Erano giovani sinceri e belli davvero. Non sono riuscito a convincerli che sepolto sotto quella durezza si conservava un filo da riprendere per ritrovarsi con quella gente a parlare anche d’altro. Con la storia bisogna farci i conti e se siamo interessati alle persone che contiene dobbiamo trovarne la parola prima che la loro cattività ci metta in fuga o ci sbrani. Possiamo farlo nella clandestinità e grazie a contrabbandieri innamorati. Passeurs.

Parlando di lupi si può anche ridere in compagnia. Nei paesi accade tutte le volte che qualcuno in città se ne spaventa vedendone uno troppo vicino alla sua civiltà. Solo allora dalla parte del lupo. In realtà non è mai lecito scherzare o ridere di lupi nei bar di montagna. Evocarlo incupisce la voce di chi lo fa e zittisce quelli che ascoltano. Del lupo non si può ridere se si pensa alle bestie, alle stalle e alle aie che sono anche tue e se sei di montagna non lo fai mai. Ne ridi solo se un turista dice di esserne stato inseguito tornando dal monte oppure leggendo sui giornali di sindaci della bassa preoccupati per avvistamenti nei giardini di casa. Grazie a quei lupi maleducati ci si è ricordati finalmente che esiste una montagna alle spalle delle città. Se non è abitabile da cose buone ne verranno di spaventose. La montagna è selvatica: come il suo cielo che ti obbliga ad aspettarti di tutto, i suoi torrenti che diventano piene. La sua gente è capace di risponderti male se la richiami a tenersi i suoi lupi. “In bocca al lupo” non glielo puoi dire e se ti risponde “viva!” lo ha imparato in città e se la vuole tirare. Il selvatico non lo compri, non lo raggiri con un comunicato stampa, non lo controlli con un censimento o un radiocollare. Non lo puoi nemmeno rimandare a scuola a cinquant’anni.

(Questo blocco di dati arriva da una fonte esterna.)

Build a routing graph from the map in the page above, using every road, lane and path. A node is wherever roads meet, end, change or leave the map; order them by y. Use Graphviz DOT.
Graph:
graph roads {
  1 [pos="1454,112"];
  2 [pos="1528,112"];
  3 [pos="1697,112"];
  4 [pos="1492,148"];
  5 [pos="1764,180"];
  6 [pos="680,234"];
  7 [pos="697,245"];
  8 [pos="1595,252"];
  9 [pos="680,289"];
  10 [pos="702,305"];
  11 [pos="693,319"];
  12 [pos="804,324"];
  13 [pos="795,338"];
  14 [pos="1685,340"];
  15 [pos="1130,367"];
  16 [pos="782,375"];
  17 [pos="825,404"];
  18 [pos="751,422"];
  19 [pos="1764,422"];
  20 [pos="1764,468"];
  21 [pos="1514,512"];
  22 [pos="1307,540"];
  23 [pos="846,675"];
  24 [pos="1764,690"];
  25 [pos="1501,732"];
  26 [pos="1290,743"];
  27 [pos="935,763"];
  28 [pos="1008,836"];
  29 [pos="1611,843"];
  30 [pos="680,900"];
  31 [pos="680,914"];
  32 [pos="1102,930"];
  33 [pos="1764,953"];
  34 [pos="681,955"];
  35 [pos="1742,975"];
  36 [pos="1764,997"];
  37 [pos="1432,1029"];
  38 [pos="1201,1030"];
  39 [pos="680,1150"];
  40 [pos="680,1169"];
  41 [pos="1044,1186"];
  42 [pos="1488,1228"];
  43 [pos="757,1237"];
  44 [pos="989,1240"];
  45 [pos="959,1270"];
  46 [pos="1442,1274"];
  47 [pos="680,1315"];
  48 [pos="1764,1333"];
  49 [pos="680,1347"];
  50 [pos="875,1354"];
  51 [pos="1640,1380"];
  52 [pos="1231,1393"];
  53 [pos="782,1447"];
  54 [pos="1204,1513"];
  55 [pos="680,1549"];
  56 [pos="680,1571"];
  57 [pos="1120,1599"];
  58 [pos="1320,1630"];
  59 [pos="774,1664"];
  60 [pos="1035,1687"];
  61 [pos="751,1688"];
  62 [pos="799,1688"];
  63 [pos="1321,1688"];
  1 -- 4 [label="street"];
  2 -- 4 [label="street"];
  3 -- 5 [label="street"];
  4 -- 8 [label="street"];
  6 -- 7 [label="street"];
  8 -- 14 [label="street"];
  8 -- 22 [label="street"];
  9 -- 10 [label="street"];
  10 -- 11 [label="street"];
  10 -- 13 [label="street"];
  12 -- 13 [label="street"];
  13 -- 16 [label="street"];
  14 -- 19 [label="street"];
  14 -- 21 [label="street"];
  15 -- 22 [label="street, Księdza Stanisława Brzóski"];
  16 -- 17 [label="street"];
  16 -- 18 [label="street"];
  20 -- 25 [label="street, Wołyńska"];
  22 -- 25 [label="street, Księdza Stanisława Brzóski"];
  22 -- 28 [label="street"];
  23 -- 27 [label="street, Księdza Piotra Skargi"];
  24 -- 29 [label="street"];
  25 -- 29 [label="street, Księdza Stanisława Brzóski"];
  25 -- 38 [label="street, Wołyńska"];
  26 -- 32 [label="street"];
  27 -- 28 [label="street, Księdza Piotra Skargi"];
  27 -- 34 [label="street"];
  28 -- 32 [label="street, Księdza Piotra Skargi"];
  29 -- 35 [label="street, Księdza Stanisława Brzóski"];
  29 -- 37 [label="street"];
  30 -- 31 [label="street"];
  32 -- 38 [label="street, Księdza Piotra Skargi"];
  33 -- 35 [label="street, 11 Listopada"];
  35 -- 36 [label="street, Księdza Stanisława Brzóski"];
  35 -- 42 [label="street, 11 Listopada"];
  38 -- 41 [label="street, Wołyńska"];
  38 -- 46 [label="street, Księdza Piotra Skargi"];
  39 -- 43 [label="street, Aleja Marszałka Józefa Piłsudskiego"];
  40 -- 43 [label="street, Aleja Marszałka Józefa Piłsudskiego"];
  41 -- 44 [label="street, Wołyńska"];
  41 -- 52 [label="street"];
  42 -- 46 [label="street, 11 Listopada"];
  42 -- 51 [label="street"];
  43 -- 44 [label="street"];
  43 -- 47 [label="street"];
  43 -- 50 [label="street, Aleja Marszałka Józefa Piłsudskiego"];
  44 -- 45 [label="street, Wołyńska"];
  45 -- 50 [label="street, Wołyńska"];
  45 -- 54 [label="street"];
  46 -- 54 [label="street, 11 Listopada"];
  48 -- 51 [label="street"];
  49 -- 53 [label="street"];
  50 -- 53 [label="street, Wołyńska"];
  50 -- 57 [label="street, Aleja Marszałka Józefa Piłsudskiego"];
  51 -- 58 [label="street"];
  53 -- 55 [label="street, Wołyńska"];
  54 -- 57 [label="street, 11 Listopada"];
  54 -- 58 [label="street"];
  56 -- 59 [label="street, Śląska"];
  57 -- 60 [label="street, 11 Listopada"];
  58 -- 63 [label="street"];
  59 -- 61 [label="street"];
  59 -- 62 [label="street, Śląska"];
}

Se ti interessa il suo devi amarlo, scoprire che sei uno dei suoi e, con lui, volerti ritrovare anche tu.

“Eccoli che scappano!”. Erika ci sorprese improvvisamente alzando lo sguardo fuori tra la finestra e gli alberi dietro la casa. “E’ più forte di loro, mi scappano per andare nel bosco, ogni scusa è buona e nemmeno gli serve per davvero. Vedrete che vanno a prugnoli, adesso è così, da quando glieli ha insegnati mio padre non si tengono più, se ne vanno di nascosto appena li lascio e di ritorno trovo la frittata già fatta. Ragazzi selvatici”.

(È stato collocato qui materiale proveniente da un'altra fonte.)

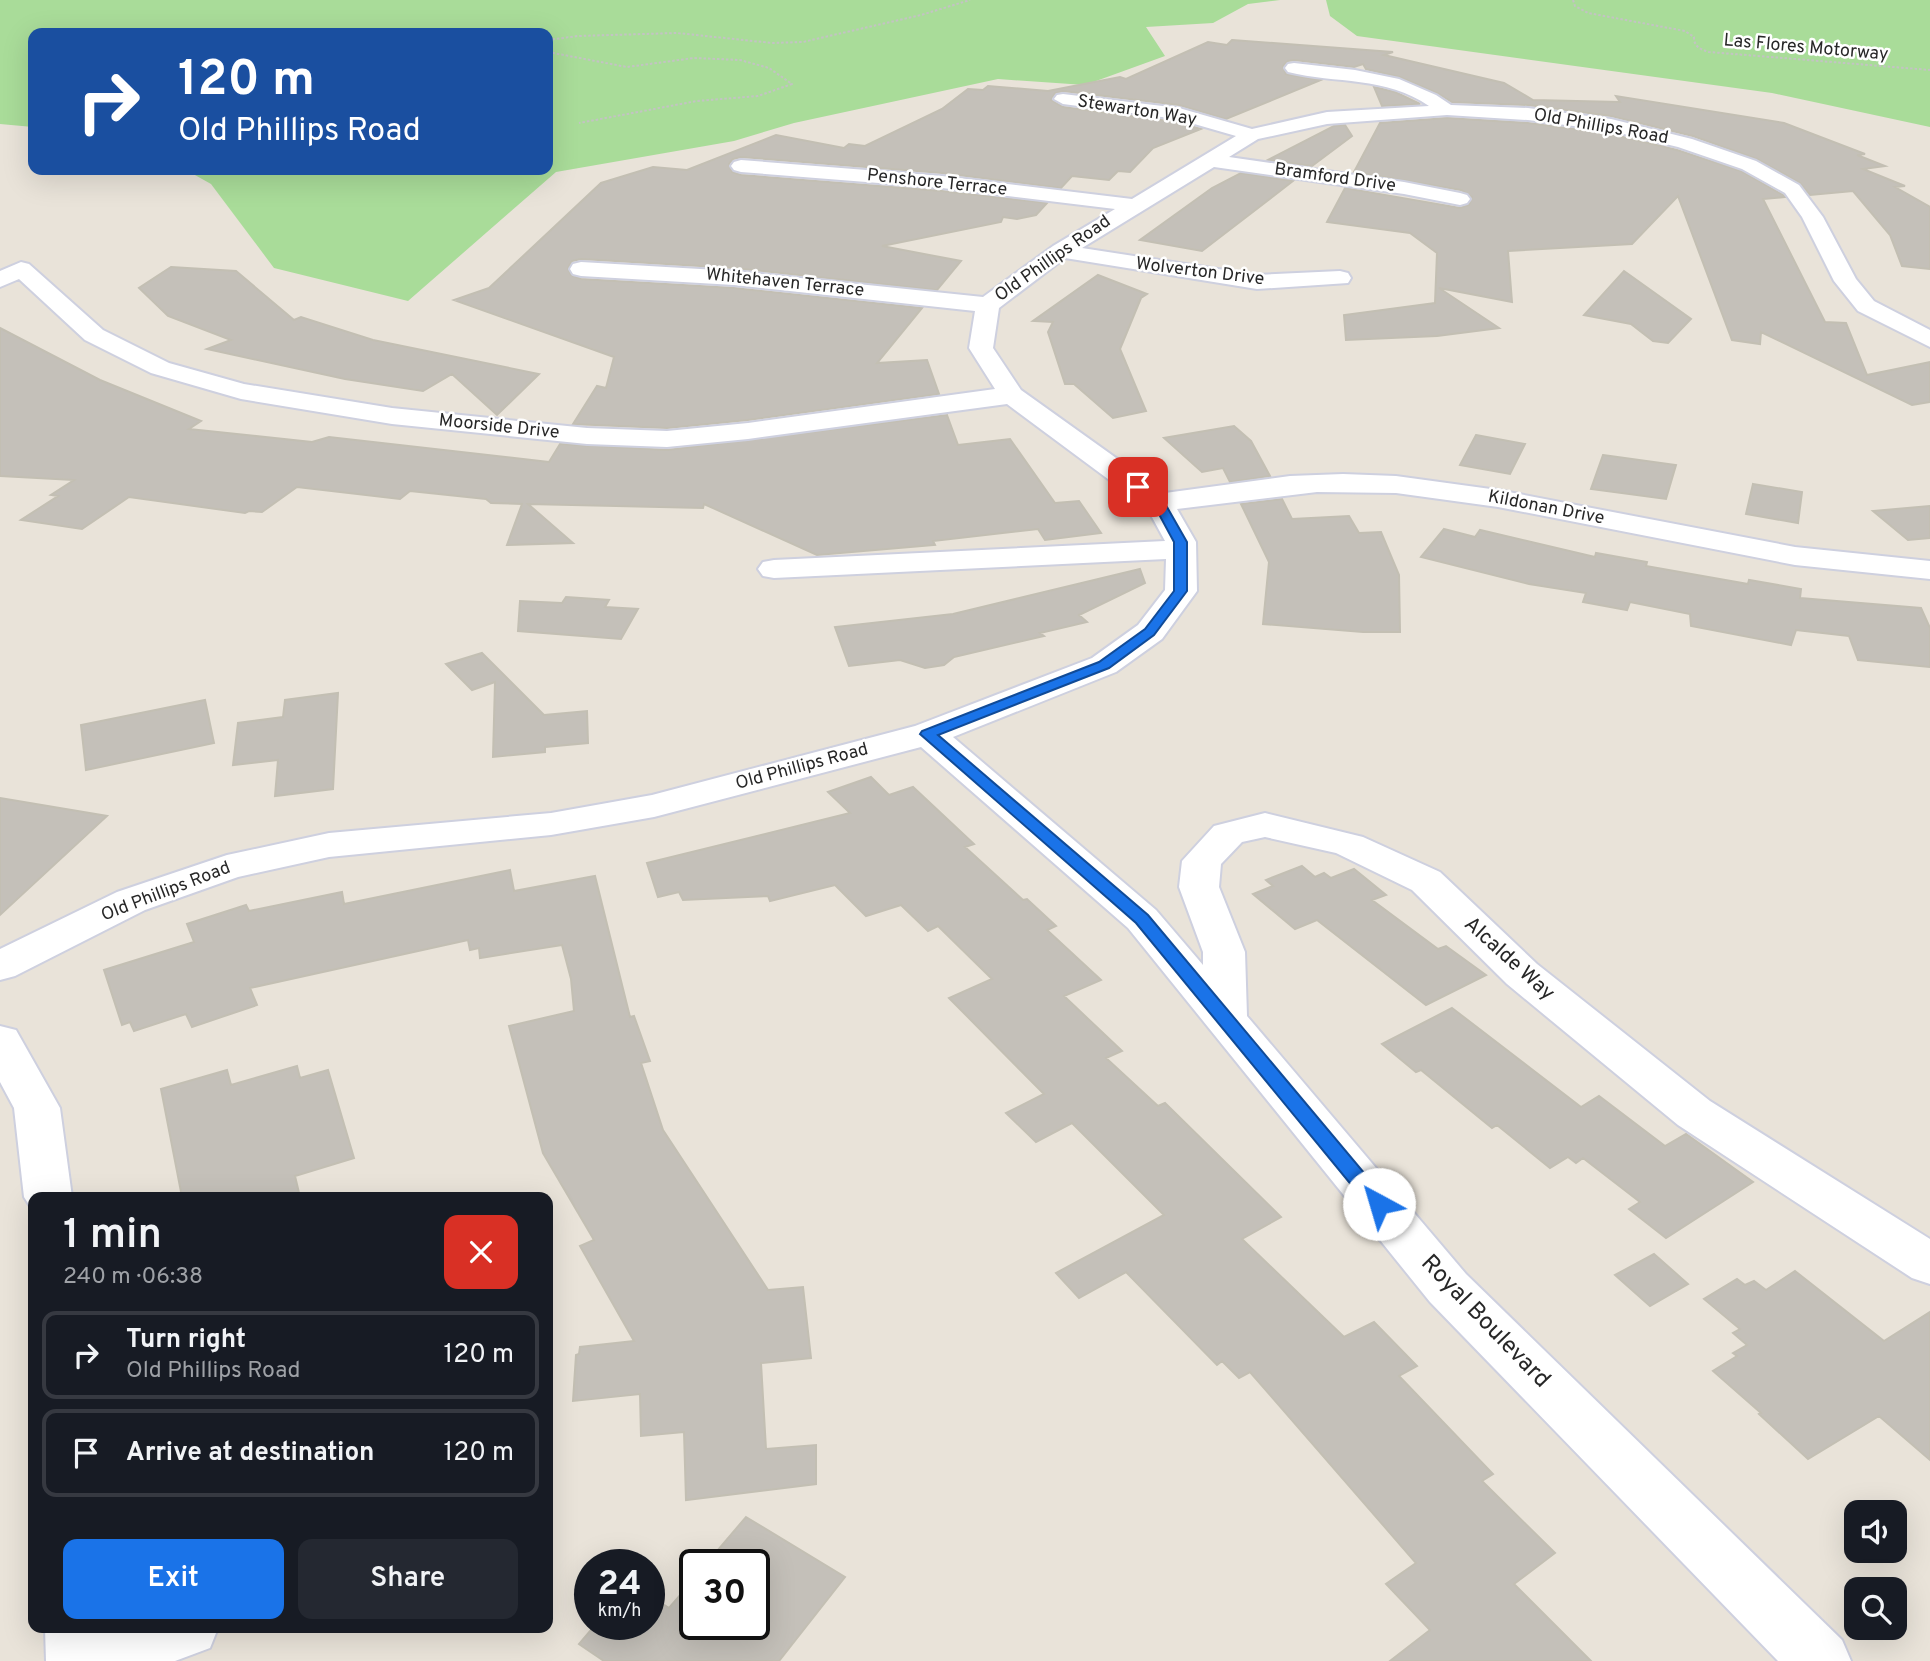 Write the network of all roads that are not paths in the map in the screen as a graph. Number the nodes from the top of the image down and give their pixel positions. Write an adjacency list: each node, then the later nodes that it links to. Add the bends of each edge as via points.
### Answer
1 (1294, 68): 3 (street, via 1405,84)
2 (1063, 99): 4 (street, Stewarton Way, via 1179,114)
3 (1447, 110): 4 (street, Old Phillips Road, via 1327,118); 14 (street, Old Phillips Road, via 1611,125 1685,142 1749,165 1792,188 1846,281 1866,306)
4 (1252, 135): 5 (street, Old Phillips Road)
5 (1209, 160): 7 (street, Bramford Drive); 8 (street, Old Phillips Road)
6 (741, 166): 8 (street, Penshore Terrace)
7 (1460, 200)
8 (1132, 205): 9 (street, Old Phillips Road)
9 (1061, 251): 12 (street, Wolverton Drive, via 1256,282); 13 (street, Old Phillips Road)
10 (582, 269): 13 (street, Whitehaven Terrace, via 782,281)
11 (11, 274): 15 (street, Moorside Drive, via 94,335 160,368 241,391 392,416 587,436 667,439)
12 (1340, 278)
13 (988, 305): 15 (street, Old Phillips Road, via 981,348)
14 (1930, 340)
15 (1012, 395): 16 (street, Old Phillips Road)
16 (1159, 503): 17 (street, Old Phillips Road); 19 (street, Kildonan Drive, via 1285,485 1369,483 1474,493 1745,547 1893,569)
17 (1181, 550): 18 (street); 20 (street, Old Phillips Road, via 1181,591 1150,632 1104,665)
18 (774, 569)
19 (1930, 570)
20 (928, 734): 21 (street, Old Phillips Road, via 654,806 551,824 330,845 227,867 131,901); 22 (street, Royal Boulevard, via 1142,919)
21 (0, 966)
22 (1225, 1016): 25 (street, Alcalde Way, via 1224,952 1199,887 1202,862 1228,834 1265,825 1349,845 1426,881 1522,974 1694,1113); 30 (street, Royal Boulevard, via 1448,1288)
23 (0, 1041): 24 (street, via 37,1108)
24 (47, 1192)
25 (1930, 1264)
26 (75, 1633): 28 (street)
27 (174, 1633): 29 (street)
28 (77, 1661)
29 (96, 1661)
30 (1820, 1661)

Io e Giovanni la guardammo sorridendo, e anche lei guardò nuovamente fuori allo stesso modo: l’esclamazione improvvisa che poteva sembrare addirittura un rimprovero ne malcelava invece una lieve soddisfazione. Selvatico, inflesso da una madre di paese, è il più bel complimento che si possa rivolgere a un figlio ancora bambino. Per chi è venuto su così i ricordi più profondi sono quelli fuori dalle regole. Dei pomeriggi nei quali qualcosa attorno ti ha preso e ti ha fatto inesorabilmente suo. Un nonno non tuo, uno stagno, una volpe domestica, il vento sopra di te, il suo gioco con le cornacchie, il segreto di un ruscello che sarai tu a rivelare risalendolo oltre i suoi limiti. Ne cerchi le storie e il loro ascolto ti rende sordo alle regole imposte e al galateo convenuto lontano da lì. Il creatore sei tu.

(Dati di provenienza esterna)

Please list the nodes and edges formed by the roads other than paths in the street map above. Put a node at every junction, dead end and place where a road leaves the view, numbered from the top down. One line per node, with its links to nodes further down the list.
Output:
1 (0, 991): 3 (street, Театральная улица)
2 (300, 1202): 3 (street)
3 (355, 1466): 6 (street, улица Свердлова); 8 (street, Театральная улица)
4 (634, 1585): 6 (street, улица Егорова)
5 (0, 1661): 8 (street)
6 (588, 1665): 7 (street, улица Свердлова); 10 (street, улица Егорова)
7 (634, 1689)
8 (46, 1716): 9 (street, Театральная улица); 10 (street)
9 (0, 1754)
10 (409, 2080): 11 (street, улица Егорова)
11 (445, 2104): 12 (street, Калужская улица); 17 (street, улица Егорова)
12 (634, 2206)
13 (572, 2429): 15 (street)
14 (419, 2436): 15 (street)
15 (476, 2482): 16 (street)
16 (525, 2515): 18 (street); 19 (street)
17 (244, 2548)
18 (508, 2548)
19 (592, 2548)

Le madri di montagna, anche le nonne, conservano un segreto educativo profondo nel filo invisibile che le lega a figli che se ne vanno per boschi prima dei compiti. Mio padre era uno di questi. Quel filo lo ha lasciato andare per quanto occorreva e lo ha riportato a casa ogni volta che doveva essere fatto. Tutto quello che so di come vive un paese l’ho imparato da quello che fa. La terza elementare se l’è guadagnata facendo la legna per la stufa della scuola. La legna, la vita e quei fili lo hanno laureato in paesologia. Un ragazzo selvatico. Paesologo lui lo è per davvero.